Hamzi, davada henüz ilerleme kaydedilmediğini, tüm faillerin parmaklıkların dışında olduğunu, davayı hareket ettirecek, miktarı devlet hazinesine iade edecek ve kasıtlı olarak takip etmeyi ihmal edenler de dahil olmak üzere suç ortaklarını cezalandıracak kimsenin olmadığını vurguladı.

Tanınmayan darbeci hükümette Hukuk İşleri Bakanı’nın gönderdiği bir belge, bu konunun en son iki yıl üç ay önce tartışıldığını gösteriyor. Öyle ki 21 Mart 2021’de milisler tarafından petrol şirketinin müdürü olarak atanan Ammar ed-Adrai’ye bir mektup göndererek, şirketin bu davayı Ticaret Mahkemesi’nde takip etmemesini eleştirdi.

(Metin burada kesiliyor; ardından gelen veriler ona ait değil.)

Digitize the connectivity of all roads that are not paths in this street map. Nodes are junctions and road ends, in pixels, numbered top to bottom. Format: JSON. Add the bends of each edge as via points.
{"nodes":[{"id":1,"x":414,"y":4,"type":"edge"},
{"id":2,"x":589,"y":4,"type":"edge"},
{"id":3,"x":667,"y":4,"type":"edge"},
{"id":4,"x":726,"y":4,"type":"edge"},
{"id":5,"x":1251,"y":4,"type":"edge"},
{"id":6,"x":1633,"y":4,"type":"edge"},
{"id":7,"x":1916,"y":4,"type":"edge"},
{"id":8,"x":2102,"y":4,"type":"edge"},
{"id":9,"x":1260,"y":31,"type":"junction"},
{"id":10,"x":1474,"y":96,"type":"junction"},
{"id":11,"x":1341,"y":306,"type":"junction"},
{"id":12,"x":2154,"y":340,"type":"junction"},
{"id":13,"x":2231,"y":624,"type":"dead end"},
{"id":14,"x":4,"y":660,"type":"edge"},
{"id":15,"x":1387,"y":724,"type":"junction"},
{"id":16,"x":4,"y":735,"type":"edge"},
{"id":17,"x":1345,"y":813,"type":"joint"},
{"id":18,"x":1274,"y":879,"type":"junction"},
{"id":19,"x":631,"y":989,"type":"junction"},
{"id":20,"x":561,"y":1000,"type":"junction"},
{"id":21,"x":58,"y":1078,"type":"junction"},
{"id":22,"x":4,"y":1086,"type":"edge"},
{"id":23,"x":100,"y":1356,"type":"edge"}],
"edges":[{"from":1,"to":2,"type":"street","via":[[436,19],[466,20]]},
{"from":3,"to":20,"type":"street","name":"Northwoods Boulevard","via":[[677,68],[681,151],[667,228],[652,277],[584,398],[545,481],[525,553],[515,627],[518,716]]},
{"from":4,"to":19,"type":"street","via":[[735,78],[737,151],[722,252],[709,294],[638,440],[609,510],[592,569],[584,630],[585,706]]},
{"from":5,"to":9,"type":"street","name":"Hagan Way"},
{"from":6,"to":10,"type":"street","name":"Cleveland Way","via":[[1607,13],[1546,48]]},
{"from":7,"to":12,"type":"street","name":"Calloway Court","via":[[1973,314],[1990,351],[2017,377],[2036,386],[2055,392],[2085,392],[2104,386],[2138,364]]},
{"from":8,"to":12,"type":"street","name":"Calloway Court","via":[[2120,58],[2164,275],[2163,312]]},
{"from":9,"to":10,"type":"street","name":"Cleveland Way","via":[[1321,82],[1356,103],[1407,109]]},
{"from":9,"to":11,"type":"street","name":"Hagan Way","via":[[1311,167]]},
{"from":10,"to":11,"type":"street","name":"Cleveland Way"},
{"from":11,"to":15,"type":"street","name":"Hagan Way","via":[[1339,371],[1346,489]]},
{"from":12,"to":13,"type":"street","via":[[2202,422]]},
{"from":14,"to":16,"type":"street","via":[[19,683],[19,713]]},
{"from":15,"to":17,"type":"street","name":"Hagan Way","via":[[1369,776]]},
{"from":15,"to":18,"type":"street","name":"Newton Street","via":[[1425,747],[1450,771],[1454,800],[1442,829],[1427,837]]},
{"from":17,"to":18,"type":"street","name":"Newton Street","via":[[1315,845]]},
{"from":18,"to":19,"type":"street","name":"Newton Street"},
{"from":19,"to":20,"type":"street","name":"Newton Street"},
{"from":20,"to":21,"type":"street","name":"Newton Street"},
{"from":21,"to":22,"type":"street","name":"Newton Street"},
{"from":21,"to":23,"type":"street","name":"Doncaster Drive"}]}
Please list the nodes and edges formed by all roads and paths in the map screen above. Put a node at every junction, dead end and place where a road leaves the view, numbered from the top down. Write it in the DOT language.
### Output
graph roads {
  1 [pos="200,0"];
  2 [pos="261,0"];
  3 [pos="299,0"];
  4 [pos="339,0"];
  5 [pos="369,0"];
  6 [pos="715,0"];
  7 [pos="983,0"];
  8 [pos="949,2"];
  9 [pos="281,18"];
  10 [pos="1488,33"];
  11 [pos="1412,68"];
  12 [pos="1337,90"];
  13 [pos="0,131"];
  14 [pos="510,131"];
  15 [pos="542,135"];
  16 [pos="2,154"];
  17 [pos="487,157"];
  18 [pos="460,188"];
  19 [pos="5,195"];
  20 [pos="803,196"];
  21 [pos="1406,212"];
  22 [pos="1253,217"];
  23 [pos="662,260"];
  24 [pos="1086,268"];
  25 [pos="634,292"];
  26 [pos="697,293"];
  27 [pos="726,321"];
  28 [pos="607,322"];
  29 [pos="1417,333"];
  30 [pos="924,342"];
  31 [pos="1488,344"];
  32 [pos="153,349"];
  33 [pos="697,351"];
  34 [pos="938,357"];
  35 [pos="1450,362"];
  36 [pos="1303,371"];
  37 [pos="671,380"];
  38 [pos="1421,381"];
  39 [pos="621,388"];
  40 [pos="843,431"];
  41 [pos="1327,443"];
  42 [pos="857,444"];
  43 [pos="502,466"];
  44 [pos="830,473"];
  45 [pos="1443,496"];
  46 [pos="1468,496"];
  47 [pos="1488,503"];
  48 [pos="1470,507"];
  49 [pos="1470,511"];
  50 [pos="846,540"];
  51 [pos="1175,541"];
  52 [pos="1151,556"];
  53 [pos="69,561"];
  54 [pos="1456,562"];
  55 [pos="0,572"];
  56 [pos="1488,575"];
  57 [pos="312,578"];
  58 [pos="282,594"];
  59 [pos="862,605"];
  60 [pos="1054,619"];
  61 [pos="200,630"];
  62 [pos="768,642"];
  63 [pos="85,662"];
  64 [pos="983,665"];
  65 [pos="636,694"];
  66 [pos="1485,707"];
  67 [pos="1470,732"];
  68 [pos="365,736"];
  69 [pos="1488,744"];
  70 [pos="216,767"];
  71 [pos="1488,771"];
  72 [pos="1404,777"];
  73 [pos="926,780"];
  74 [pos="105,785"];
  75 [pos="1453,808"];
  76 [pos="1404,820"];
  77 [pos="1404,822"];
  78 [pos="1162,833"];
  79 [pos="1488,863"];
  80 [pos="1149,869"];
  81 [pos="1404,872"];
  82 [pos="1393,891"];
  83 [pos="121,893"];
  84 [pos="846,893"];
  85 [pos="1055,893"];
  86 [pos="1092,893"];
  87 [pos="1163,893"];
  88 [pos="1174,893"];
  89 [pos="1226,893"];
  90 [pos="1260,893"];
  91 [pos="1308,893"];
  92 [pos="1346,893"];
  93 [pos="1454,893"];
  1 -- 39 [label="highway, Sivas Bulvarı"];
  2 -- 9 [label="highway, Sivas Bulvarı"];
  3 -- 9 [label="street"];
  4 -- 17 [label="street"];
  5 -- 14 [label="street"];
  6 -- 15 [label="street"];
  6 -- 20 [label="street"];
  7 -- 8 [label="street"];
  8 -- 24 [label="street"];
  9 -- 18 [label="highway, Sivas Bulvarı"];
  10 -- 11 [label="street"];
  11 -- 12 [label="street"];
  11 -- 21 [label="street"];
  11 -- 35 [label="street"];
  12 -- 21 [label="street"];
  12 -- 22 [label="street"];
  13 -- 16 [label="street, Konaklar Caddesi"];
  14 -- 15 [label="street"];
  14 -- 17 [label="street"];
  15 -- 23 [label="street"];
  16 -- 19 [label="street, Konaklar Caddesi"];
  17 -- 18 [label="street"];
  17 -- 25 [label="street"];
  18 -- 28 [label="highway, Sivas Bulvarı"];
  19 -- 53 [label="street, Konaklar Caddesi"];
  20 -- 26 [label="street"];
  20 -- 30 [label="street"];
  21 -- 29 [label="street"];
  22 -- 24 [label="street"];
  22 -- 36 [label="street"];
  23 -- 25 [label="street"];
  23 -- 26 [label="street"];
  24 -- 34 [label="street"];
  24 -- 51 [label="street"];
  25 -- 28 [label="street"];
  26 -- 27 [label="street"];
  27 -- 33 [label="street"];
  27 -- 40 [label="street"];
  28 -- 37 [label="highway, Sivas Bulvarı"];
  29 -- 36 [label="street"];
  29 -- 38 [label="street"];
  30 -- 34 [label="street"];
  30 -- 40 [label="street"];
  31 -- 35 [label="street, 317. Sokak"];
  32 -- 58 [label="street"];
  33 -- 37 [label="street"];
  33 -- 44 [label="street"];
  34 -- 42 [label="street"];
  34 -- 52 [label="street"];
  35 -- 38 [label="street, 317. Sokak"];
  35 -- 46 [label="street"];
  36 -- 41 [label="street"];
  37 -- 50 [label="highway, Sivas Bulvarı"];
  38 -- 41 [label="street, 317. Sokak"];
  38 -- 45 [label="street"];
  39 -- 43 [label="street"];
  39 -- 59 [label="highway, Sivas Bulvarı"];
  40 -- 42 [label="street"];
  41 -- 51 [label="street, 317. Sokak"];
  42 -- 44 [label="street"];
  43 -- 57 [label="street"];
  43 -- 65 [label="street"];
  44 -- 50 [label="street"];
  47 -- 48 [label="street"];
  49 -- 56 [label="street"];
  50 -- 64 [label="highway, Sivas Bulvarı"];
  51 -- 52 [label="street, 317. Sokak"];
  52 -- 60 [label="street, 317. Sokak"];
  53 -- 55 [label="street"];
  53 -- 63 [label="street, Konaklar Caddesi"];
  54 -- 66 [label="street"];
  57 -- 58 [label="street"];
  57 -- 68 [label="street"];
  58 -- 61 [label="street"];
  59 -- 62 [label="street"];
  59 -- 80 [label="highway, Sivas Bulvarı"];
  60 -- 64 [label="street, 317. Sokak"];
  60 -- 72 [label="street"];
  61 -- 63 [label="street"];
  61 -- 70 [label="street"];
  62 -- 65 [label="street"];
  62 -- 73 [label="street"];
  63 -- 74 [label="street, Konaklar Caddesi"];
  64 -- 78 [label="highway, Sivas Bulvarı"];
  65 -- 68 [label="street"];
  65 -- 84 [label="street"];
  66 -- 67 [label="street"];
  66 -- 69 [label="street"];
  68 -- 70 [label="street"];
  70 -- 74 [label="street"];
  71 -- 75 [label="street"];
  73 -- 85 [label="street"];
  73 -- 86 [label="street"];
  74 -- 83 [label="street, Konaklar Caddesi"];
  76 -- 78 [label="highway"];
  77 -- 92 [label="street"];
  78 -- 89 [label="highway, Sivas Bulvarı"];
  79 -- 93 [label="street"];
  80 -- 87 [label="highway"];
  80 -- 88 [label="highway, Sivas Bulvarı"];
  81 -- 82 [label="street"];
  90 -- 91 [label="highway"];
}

Belgeye göre petrol şirketiyle ilgili önemli bir sorunun varlığına ilişkin olarak daha önce 31 Mayıs 2021’de de petrol şirketine hitap edilmişti. Sorun, sözde Genel Fonlar Mahkemesi tarafından Ticaret Mahkemesi’ne sevk edilen 57.8735 milyon doların yağmalandığı en büyük yolsuzluk davalarından biri olarak kabul ediliyor. Ancak o tarihten bu yana petrol şirketi, davayı takip etmedi ve kararı temyize götürmedi. Bu durum ise halkın parasının yağmalanmasını kolaylaştırmak anlamına geliyor. Ama konu hala gündeme gelmedi.

Şüpheli gelişmeler

Husilerin petrol sektöründeki yolsuzluğuyla bağlantılı olarak, şirketin Hudeyde vilayetindeki şubesinde çalışan kaynaklar, yolsuzluk nedeniyle görevden alınan müdür Yaser el-Vahidi’nin Ras İsa Petrol Limanı’ndaki yeni gelişmelerin uygulanmasını denetlemekle görevlendirildiğini ve milyonlar harcandığını ortaya koydu. Limandaki işçi ve çalışanların ise alacaklarını alamadıklarını belirten kaynaklar, Ebu Mahfuz ile olan ilişkisinden ve nüfuzundan yararlanarak yaptığı yolsuzluklara itiraz ettikten sonra yardımcısının tüm yetkilerinin elinden alındığını ifade etti.

Kaynaklar, milislerin birkaç hafta önce Ras Isa limanında demirlemiş olan harap Safer petrol tankeri kurtarma operasyonunun başlamasıyla bağlantılı olarak limanda geliştirmeler yaşanmaya başladığını belirtti. Ancak gelişmeler hakkında ayrıntıya yer vermedi.

Şarku’l Avsat’a konuşan kaynaklar, “Vahidi, oradaki işçilere Ras Isa limanının yanında ek bir petrol limanı inşa etme sürecinde olduğunu bildirdi. Amacın, örneğin hükümetin darbeden önce harap durumdaki Safer tankerine alternatif olarak üzerinde çalışmaya başladığı kara tanklarının yerine özel tankların yapılması gibi, limanda petrol türevleri ticaretini tekelleştiren bazı milis tüccarlara ayrıcalıklar vermek olacağından korkuluyor” ifadelerini kullandı.